YOUR TASK:
Copy every line of the records below where the word "edges" occurs.

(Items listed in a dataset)
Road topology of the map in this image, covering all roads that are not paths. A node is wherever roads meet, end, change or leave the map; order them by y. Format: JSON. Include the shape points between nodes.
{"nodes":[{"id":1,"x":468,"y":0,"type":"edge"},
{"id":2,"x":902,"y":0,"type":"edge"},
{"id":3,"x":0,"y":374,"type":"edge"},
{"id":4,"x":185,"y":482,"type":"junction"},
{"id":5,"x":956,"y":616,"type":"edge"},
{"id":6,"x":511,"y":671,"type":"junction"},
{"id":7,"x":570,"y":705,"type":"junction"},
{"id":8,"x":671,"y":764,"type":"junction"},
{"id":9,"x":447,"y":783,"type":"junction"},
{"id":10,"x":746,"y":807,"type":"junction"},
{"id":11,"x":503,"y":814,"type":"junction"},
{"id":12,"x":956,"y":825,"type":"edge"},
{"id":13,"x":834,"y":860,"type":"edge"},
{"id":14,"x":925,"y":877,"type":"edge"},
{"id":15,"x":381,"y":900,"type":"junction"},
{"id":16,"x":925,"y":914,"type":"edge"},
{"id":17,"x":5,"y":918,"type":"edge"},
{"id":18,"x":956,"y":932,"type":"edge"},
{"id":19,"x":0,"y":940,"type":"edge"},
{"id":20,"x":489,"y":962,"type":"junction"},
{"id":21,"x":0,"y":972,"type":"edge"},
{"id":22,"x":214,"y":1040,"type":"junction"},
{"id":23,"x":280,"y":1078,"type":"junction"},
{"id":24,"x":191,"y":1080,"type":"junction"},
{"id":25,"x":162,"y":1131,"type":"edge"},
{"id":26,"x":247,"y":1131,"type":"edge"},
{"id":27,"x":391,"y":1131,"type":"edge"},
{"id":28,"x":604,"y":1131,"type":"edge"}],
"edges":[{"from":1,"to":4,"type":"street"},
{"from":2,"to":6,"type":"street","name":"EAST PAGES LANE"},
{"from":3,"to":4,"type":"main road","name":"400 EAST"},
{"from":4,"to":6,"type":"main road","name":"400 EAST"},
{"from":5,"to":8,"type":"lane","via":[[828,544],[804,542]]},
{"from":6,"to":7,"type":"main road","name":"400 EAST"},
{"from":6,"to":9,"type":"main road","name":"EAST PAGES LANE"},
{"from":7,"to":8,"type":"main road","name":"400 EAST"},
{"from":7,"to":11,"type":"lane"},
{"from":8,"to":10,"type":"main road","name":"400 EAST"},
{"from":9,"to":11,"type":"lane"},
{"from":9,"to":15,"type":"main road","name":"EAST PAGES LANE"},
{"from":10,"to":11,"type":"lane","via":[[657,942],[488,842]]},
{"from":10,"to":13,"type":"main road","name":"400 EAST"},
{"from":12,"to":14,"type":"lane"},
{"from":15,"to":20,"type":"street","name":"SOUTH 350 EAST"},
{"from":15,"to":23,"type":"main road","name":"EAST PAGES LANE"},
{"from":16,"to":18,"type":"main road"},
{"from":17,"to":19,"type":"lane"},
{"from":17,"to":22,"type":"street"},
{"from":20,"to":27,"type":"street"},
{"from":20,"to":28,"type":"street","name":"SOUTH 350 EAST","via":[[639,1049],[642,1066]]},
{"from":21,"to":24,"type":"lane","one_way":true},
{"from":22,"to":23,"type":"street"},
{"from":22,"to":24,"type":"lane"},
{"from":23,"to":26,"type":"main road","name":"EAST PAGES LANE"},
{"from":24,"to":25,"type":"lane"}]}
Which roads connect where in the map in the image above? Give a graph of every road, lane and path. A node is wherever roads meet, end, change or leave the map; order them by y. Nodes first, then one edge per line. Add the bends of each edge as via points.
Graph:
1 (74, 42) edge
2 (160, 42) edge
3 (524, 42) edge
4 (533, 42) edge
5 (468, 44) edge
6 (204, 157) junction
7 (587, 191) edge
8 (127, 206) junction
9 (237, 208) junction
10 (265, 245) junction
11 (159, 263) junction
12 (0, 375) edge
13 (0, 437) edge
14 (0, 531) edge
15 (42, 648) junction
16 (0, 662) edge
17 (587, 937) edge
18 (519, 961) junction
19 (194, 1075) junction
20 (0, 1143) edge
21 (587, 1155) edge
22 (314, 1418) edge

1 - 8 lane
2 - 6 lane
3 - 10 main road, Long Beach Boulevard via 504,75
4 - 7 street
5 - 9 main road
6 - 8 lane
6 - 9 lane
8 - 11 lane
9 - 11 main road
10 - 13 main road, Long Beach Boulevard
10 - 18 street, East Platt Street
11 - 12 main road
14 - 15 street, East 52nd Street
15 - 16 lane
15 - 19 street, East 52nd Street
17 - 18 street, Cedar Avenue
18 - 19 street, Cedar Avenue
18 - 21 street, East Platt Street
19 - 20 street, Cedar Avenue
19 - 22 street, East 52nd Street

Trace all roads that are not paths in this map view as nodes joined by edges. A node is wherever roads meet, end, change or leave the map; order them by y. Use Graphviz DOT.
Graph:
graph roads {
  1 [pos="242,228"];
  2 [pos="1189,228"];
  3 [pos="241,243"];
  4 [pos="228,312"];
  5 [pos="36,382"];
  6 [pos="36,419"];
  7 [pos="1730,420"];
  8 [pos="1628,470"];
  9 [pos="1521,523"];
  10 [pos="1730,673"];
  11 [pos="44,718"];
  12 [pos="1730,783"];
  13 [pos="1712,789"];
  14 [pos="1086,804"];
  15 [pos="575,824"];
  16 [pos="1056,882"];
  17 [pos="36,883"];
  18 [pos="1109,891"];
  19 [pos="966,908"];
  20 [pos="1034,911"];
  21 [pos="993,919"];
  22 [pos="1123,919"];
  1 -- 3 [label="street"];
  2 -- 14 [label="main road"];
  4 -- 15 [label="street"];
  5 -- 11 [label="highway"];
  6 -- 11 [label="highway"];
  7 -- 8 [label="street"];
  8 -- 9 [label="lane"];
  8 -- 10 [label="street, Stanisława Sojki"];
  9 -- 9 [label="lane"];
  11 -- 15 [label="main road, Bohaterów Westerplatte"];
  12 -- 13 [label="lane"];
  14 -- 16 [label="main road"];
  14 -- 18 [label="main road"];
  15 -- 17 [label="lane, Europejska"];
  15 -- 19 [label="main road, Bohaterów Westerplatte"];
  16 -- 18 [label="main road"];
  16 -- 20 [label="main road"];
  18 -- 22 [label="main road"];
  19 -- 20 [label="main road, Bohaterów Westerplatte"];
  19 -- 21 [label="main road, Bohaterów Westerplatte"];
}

REPLY:
"edges":[{"from":1,"to":4,"type":"street"},
Trace all roads that are not paths in this map view as nodes joined by edges. A node is wherever roads meet, end, change or leave the map; order them by y. Use Graphviz DOT.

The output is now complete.